# Gaia Python Tutorial: Cluster Analysis
*Author: Deborah Baines*

*This tutorial has taken the Gaia Archive tutorial (located at the Gaia Archive, https://archives.esac.esa.int/gaia -> Help -> Tutorials -> Cluster analysis ) and adapted it to python.
The tutorial uses the Gaia TAP+ (astroquery.gaia) module, http://astroquery.readthedocs.io/en/latest/gaia/gaia.html#module-astroquery.gaia .*

*This tutorial is focused on a possible scientific exploration exercise for a known cluster, the Pleiades (M45), using data from the Gaia Archive.*
 
*First, we import all the required python modules:*

In [1]:
import astropy.units as u
from astropy.coordinates.sky_coordinate import SkyCoord
from astropy.units import Quantity
from astroquery.gaia import Gaia

Created TAP+ (v1.2.1) - Connection:
	Host: gea.esac.esa.int
	Use HTTPS: True
	Port: 443
	SSL Port: 443
Created TAP+ (v1.2.1) - Connection:
	Host: geadata.esac.esa.int
	Use HTTPS: True
	Port: 443
	SSL Port: 443


In [2]:
%matplotlib inline
import matplotlib.pyplot as plt
import numpy as np

# Suppress warnings. Comment this out if you wish to see the warning messages
import warnings
warnings.filterwarnings('ignore')

*Do the following to load and look at the available Gaia table names:*

In [3]:
tables = Gaia.load_tables(only_names=True)
for table in (tables):
    print (table.get_qualified_name())

INFO: Retrieving tables... [astroquery.utils.tap.core]
INFO: Parsing tables... [astroquery.utils.tap.core]
INFO: Done. [astroquery.utils.tap.core]
external.external.apassdr9
external.external.gaiadr2_geometric_distance
external.external.gaiaedr3_distance
external.external.galex_ais
external.external.ravedr5_com
external.external.ravedr5_dr5
external.external.ravedr5_gra
external.external.ravedr5_on
external.external.sdssdr13_photoprimary
external.external.skymapperdr1_master
external.external.skymapperdr2_master
external.external.tmass_xsc
public.public.hipparcos
public.public.hipparcos_newreduction
public.public.hubble_sc
public.public.igsl_source
public.public.igsl_source_catalog_ids
public.public.tycho2
public.public.dual
tap_config.tap_config.coord_sys
tap_config.tap_config.properties
tap_schema.tap_schema.columns
tap_schema.tap_schema.key_columns
tap_schema.tap_schema.keys
tap_schema.tap_schema.schemas
tap_schema.tap_schema.tables
gaiaedr3.gaiaedr3.gaia_source
gaiaedr3.gaiaedr3.ag

*Next, we retrieve all the available data in the region of interest. *

*To do this we perform an asynchronous query (asynchronous rather than synchronous queries should be performed when retrieving more than 2000 rows) centred on the Pleides (coordinates: 56.75, +24.1167) with a search radius of 2 degrees and save the results to a file.*

*Note: The query to the archive is with ADQL (Astronomical Data Query Language).
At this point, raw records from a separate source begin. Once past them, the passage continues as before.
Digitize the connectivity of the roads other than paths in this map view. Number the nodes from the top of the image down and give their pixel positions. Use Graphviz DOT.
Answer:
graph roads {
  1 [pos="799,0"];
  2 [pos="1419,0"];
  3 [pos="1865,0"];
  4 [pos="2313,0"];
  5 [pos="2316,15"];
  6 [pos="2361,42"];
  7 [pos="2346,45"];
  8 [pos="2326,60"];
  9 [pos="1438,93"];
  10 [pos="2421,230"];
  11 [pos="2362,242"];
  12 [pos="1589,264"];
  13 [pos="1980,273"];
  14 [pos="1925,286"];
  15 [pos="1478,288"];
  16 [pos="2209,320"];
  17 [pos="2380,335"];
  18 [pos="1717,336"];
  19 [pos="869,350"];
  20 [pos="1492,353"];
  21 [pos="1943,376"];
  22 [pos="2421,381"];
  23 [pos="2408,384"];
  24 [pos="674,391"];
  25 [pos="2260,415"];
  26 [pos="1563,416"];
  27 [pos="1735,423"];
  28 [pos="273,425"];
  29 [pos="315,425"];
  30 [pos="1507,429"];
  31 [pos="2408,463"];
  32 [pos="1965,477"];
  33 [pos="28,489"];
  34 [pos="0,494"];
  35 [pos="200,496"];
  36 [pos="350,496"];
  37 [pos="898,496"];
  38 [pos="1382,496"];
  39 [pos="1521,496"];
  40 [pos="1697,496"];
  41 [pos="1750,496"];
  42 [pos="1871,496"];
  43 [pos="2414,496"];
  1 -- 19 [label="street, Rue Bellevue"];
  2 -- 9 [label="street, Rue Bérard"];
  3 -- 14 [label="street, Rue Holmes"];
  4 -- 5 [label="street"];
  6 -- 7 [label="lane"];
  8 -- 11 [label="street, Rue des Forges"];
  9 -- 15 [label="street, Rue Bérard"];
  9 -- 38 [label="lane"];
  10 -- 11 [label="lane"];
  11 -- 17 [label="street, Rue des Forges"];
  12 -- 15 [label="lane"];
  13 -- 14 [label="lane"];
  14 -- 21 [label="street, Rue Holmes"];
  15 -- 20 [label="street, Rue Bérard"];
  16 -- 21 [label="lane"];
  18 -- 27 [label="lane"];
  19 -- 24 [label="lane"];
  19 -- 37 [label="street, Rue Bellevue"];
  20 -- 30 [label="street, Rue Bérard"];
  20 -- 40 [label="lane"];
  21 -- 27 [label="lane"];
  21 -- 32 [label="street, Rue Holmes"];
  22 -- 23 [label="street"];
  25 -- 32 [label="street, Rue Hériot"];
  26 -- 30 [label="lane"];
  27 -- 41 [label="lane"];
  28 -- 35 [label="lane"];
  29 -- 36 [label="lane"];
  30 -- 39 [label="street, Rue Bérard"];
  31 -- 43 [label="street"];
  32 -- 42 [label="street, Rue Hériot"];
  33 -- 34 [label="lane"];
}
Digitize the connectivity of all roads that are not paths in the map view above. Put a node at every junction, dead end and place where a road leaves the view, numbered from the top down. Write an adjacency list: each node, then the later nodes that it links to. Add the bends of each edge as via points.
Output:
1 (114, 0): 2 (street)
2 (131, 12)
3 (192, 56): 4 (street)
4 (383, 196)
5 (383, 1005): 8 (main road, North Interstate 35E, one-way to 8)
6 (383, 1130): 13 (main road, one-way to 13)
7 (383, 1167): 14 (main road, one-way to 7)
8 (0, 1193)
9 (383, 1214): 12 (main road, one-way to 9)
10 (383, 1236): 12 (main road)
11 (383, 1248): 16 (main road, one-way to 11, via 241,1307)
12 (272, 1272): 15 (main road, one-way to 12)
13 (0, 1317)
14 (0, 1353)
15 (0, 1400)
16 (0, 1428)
For a description of ADQL and more examples see the Gaia DR1 ADQL cookbook: https://gaia.ac.uk/data/gaia-data-release-1/adql-cookbook *

In [None]:
job = Gaia.launch_job_async("SELECT * \
FROM gaiadr1.gaia_source \
WHERE CONTAINS(POINT('ICRS',gaiadr1.gaia_source.ra,gaiadr1.gaia_source.dec),CIRCLE('ICRS',56.75,24.1167,2))=1;" \
, dump_to_file=True)

print (job)

*Inspect the output table and number of rows (around 1e5 results are found):*

In [None]:
r = job.get_results()
print (r['source_id'])

*To identify the cluster, create a proper motion plot of proper motion in RA (pmra) versus proper motion in DEC (pmdec) in the range pmra [-60,80] and pmdec [-120,30]:*

In [None]:
plt.scatter(r['pmra'], r['pmdec'], color='r', alpha=0.3)
plt.xlim(-60,80)
plt.ylim(-120,30)

plt.show()

*Perform another asynchronous query to filter the results by quality:*

In [None]:
job2 = Gaia.launch_job_async("SELECT * \
FROM gaiadr1.gaia_source \
WHERE CONTAINS(POINT('ICRS',gaiadr1.gaia_source.ra,gaiadr1.gaia_source.dec),CIRCLE('ICRS',56.75,24.1167,2))=1 \
AND abs(pmra_error/pmra)<0.10 \
AND abs(pmdec_error/pmdec)<0.10 \
AND pmra IS NOT NULL AND abs(pmra)>0 \
AND pmdec IS NOT NULL AND abs(pmdec)>0;", dump_to_file=True)

*Again, inspect the output table and number of rows:*

In [None]:
j = job2.get_results()
print (j['source_id']) 

*Plot these new filtered results on the same plot as the previous search:*

In [None]:
plt.scatter(r['pmra'], r['pmdec'], color='r', alpha=0.3)
plt.scatter(j['pmra'], j['pmdec'], color='b', alpha=0.3)
plt.xlim(-60,80)
plt.ylim(-120,30)

plt.show()

*Now we are going to take the candidate objects to be in the cluster. Based on the proper motion plot, we execute the same job with the following constraints on the proper motions in RA and DEC: pmra between 15 and 25, pmdec between -55 and -40:*

In [None]:
job3 = Gaia.launch_job_async("SELECT * \
FROM gaiadr1.gaia_source \
WHERE CONTAINS(POINT('ICRS',gaiadr1.gaia_source.ra,gaiadr1.gaia_source.dec),CIRCLE('ICRS',56.75,24.1167,2))=1 \
AND abs(pmra_error/pmra)<0.10 \
AND abs(pmdec_error/pmdec)<0.10 \
AND pmra IS NOT NULL AND abs(pmra)>0 \
AND pmdec IS NOT NULL AND abs(pmdec)>0 \
AND pmra BETWEEN 15 AND 25 \
AND pmdec BETWEEN -55 AND -40;", dump_to_file=True)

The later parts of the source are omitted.